Well- I currently am taking a world religion class- which I only have time for one more session due to rehearsal. I made Seussical the Musical out in Sandy and just in the two rehearsals we've had, I can see why God wanted me in this production. The people are incredibly kind and extremely talented. We have bonded already and we're not even a week in. That's bodes well for the rest of the summer.

Then, I also received word I'm accepted to be an EFY counselor for a Sandy session the middle of June. I am very excited about this one. It's an opportunity for me to serve the youth in a period of their life that is one of the hardest. i don't know about you, but junior high and the first year in high school were hell for me.

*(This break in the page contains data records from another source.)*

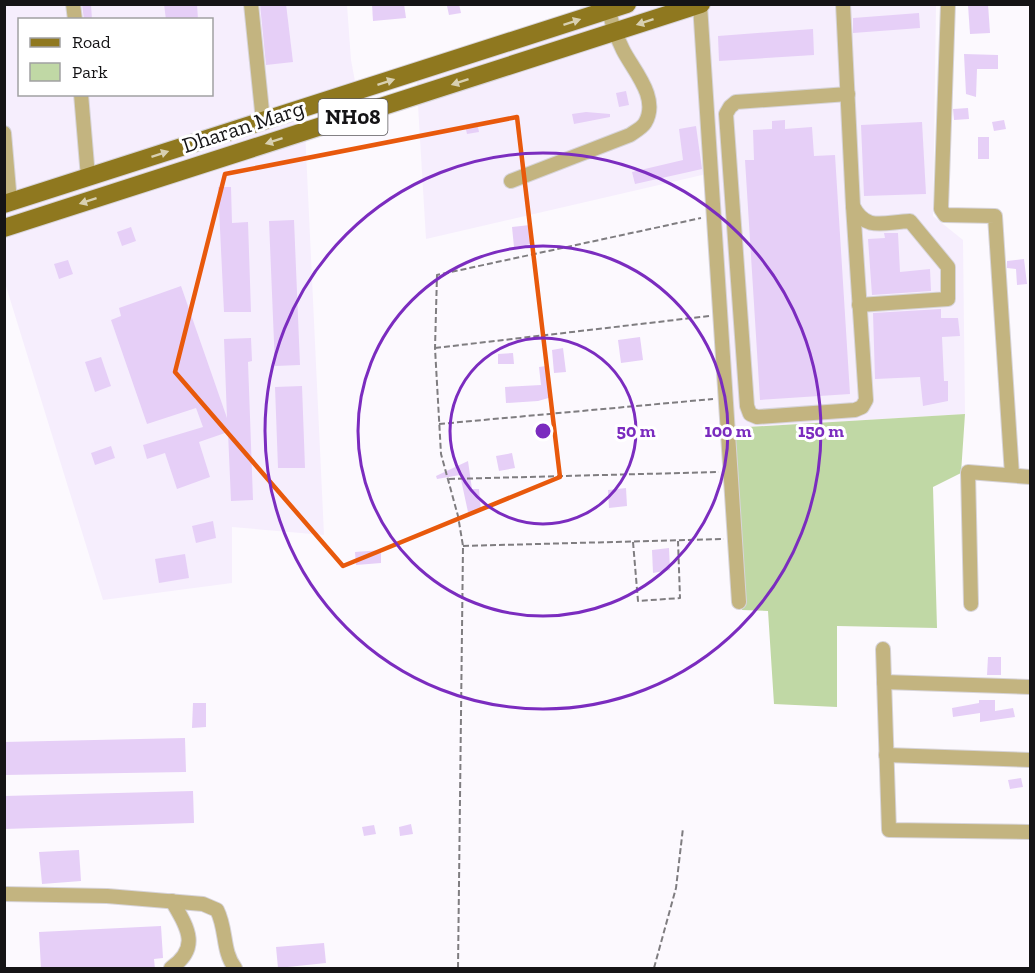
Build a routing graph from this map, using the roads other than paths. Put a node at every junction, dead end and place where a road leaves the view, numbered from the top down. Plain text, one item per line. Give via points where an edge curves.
1 (251, 4) edge
2 (627, 4) edge
3 (843, 4) edge
4 (948, 4) edge
5 (701, 5) edge
6 (608, 7) edge
7 (615, 32) junction
8 (848, 94) junction
9 (81, 96) edge
10 (263, 121) junction
11 (4, 133) edge
12 (88, 177) junction
13 (511, 181) dead end
14 (7, 203) edge
15 (853, 206) junction
16 (4, 228) edge
17 (859, 305) junction
18 (1012, 475) junction
19 (1030, 477) edge
20 (739, 602) dead end
21 (971, 604) dead end
22 (883, 649) dead end
23 (884, 682) junction
24 (1030, 687) edge
25 (886, 755) junction
26 (1030, 759) edge
27 (1030, 832) edge
28 (4, 894) edge
29 (172, 901) junction
30 (171, 968) edge
31 (235, 969) edge

1 - 10 street
2 - 6 main road, Dharan Marg / NH08
3 - 8 street
4 - 18 street via 941,209 945,215 995,216
5 -> 7 main road, Dharan Marg / NH08
5 - 20 street
6 - 7 street
10 -> 6 main road, Dharan Marg / NH08
7 - 13 street via 640,76 649,104 645,123 630,135
7 -> 16 main road, Dharan Marg / NH08
8 - 15 street
8 - 17 street via 736,102 726,114 750,414 757,417 862,407 866,400
9 - 12 street
12 -> 10 main road, Dharan Marg / NH08
11 - 14 street
12 - 14 main road, Dharan Marg / NH08
15 - 17 street
15 - 17 street via 859,218 872,225 910,221 948,267 948,299
18 - 19 street
18 - 21 street via 968,472
22 - 23 street
23 - 24 street
23 - 25 street
25 - 26 street
25 - 27 street via 889,831
28 - 29 street
29 - 30 street via 186,925 189,946 185,958
29 - 31 street via 203,904 217,910 225,926 228,959

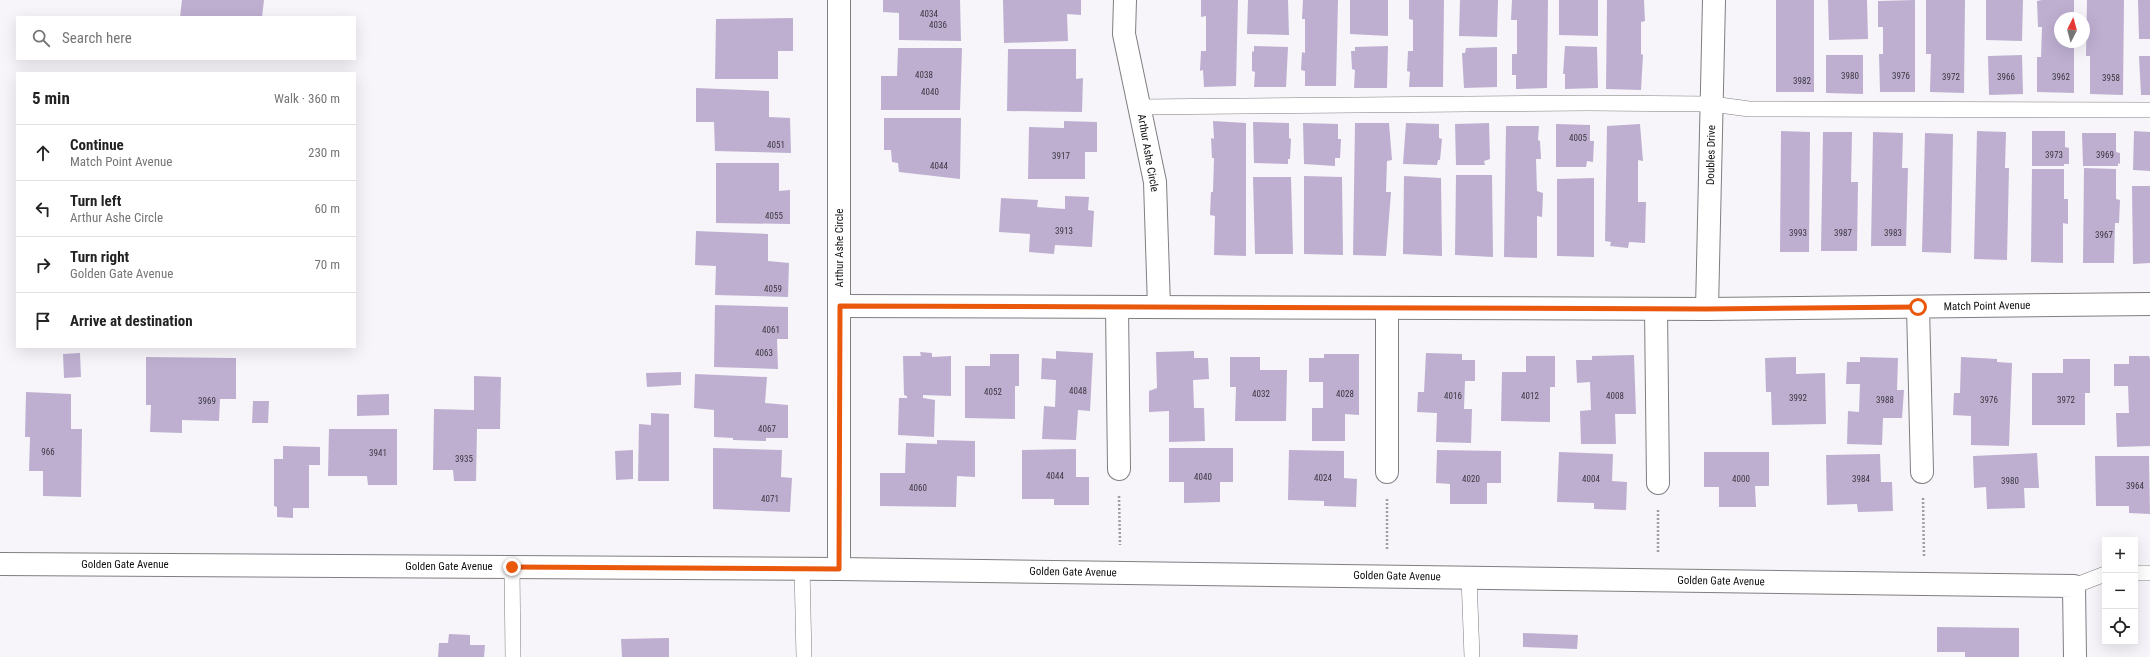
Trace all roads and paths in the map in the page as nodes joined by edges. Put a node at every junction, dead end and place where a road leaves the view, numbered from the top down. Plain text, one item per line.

It's that awkward stage where you are trying to figure out who you are with an entire society telling who you should be and some obnoxious classmates trying to make you feel bad for being who you are. It's the period of life where you learn to depend on yourself (with divine providence) and learn to say "I love who I am. I love who I am becoming. And world- you better watch out because I'm on my way." It took me a while to learn that, but I've been blessed beyond words once I applied it and I look forward to helping these youth do the same.

ON top of that- I get to go the temple open house, visited Bryce Canyon-Grand Staircase Escalante National Monument-Capitol Reef over Memorial Day and am traveling to the Utah Shakespearan Festival and Tuacahn Amphitheater at the end of August. (After my musical of course.) A very fun filled and fulfilling summer.

And a budding social life on top of that. Though, I'm back where I was a few weeks ago. Waiting for news. Patience and I do not get along! :) But, I'm very happy with the blessings God has sent my way these past couple of weeks and I'm excited to see what else he has in store for me. Because not only do I know that I'm meant to be where I am- but perhaps there is someone in any of these situations who needs to not only learn something from me but teach something to me. So, I need to be around them as much as they need to be around me. That's a fun way of looking at life. After all, life isn't about the moments you breathe but about the moments that take your breathe away.